He Got Most of it Right

The brash display at the front of the bookstore announced Conversations with God—the first of three volumes in which God tells all … to somebody else!  I thought I was the one anointed to carry God’s message.  What’s going on here?

Before my own experience, I would not have thought for a minute that the author, Neale Donald Walsch, actually heard from God.  But, if God spoke to me, He could surely speak to someone else.  In fact, He had told me that He communicates with people all the time.  Walsch also reports God as saying, “I talk to everyone.  All the time.  The question is not to whom do I talk, but who listens.”  Just what I had been told.

Has God appointed two messengers?  With different messages?  Or is this guy not on the up and up?  I have to admit I was skeptical.  My own prayers were herky-jerky and the voice I heard spoke in my own casual vernacular.  Walsch’s conversations are reported in polished prose.  That looked rigged.

Nor was I impressed with what Walsch reports having been told.  It sounded like pop Buddhism—feel-good stuff that sells books but is unlikely to be God’s authentic word.  Wasn’t Walsch just a charlatan?

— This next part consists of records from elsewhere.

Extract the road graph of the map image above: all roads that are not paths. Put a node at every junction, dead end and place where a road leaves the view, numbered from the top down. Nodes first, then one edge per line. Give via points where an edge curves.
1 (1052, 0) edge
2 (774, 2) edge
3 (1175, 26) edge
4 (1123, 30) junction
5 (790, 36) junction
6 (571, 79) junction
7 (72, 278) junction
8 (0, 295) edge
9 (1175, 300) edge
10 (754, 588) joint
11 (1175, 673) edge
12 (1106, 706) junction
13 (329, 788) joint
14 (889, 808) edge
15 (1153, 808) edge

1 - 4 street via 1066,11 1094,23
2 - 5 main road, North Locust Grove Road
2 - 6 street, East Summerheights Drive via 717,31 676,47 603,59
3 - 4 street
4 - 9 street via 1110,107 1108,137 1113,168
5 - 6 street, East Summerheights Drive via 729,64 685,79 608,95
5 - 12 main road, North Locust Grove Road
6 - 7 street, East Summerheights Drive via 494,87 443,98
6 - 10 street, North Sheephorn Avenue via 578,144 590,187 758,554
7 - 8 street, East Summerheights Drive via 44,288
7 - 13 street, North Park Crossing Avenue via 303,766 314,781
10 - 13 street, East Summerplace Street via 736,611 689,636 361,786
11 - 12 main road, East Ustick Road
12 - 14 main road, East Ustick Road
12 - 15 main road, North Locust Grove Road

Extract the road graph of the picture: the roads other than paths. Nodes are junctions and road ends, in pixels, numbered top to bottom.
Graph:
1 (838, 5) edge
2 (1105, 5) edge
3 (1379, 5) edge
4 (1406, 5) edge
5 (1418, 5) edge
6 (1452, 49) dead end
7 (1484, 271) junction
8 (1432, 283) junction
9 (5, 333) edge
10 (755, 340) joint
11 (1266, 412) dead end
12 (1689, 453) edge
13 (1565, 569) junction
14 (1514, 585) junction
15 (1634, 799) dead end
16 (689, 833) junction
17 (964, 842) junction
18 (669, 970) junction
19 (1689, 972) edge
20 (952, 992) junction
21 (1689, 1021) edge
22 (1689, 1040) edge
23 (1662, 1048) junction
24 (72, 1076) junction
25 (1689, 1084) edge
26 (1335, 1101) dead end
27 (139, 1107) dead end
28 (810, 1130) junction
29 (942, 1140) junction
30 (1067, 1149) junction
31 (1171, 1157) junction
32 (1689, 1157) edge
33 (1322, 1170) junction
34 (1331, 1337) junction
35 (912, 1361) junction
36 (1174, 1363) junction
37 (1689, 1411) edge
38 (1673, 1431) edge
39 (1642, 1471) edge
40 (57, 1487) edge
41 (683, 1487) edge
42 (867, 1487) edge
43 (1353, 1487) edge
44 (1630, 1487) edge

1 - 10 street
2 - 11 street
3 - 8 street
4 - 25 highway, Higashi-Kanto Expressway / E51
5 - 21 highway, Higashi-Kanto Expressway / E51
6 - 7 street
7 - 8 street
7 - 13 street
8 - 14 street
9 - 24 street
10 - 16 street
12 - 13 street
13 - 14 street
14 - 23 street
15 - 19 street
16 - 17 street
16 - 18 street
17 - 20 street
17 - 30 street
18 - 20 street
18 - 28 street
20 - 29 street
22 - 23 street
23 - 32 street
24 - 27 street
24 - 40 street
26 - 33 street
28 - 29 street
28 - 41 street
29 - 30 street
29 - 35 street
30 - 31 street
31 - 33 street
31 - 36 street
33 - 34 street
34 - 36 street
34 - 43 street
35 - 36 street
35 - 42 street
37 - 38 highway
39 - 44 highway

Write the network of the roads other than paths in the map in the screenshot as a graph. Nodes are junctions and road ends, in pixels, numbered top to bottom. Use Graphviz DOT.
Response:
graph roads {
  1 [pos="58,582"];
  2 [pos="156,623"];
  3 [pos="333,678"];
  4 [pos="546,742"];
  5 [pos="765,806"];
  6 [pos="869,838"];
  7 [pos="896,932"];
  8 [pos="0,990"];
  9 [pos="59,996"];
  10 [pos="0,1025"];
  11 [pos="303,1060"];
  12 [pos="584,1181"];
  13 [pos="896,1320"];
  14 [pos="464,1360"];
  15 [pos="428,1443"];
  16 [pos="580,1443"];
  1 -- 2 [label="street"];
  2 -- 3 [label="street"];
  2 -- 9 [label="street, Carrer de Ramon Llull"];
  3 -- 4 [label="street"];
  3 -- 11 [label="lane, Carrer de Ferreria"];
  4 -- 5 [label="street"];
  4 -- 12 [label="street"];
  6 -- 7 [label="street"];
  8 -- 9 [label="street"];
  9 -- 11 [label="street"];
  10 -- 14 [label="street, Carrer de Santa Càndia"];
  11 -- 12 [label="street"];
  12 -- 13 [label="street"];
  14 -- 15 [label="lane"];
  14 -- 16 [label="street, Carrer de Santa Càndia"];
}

When I asked, I didn’t like the answer.

The book of prayers [Conversations with God] is nice enough, but it will be dismissed by most as an oddity, not a revelation—even though he got most of it right—but I couldn’t write the blurb!

 

 

 

 

Every revelation is limited in this way.

I was praying about Neale Donald Walsch’s Conversations with God.  Walsch quotes God as having told him, “You’ve the power and the ability right now to end world hunger this minute, to cure diseases this instant.”

Not right.

Walsch asks why God doesn’t put an end to suffering and reports being told, “I have put an end to it.  You simply refuse to use the tools I have given you with which to realize that.  You see, suffering has nothing to do with events, but with one’s reaction to them.”

No.

He asks, “why not eliminate the events?” and reports being told, “Unfortunately, I have no control over them.”

Overstated.

He reports God as explaining:  “Events are occurrences in time and space which you produce out of choice—and I will never interfere with choices.”

Too simple.

According to Walsch’s report, “Some events you produce willfully, and some events you draw to you—more or less unconsciously.  Some events—major natural disasters are among those you toss into this category—are written off to ‘fate.’  Yet even ‘fate’ can be an acronym for ‘from all thoughts everywhere.’  In other words, the consciousness of the planet.”

No.

I prayed about other things Walsch attributes to God.  For example, “Thoughts are put into action.  If enough people everywhere believe something must be done to help the environment, you will save the Earth.”

Yes.

And “So much damage (to the environment) has already been done, for so long.  This will take a major attitudinal shift.”

No.

And “There is not one among you who has not made a headache disappear, or a visit to the dentist less painful, through your decision about it.  A Master simply makes the same decision about larger things.”

Yes, sort of.

“Lord, you have corrected several of Walsch’s reports.  Is this an example of how prayers and revelation generally can go wrong?  Is that part of the lesson here?”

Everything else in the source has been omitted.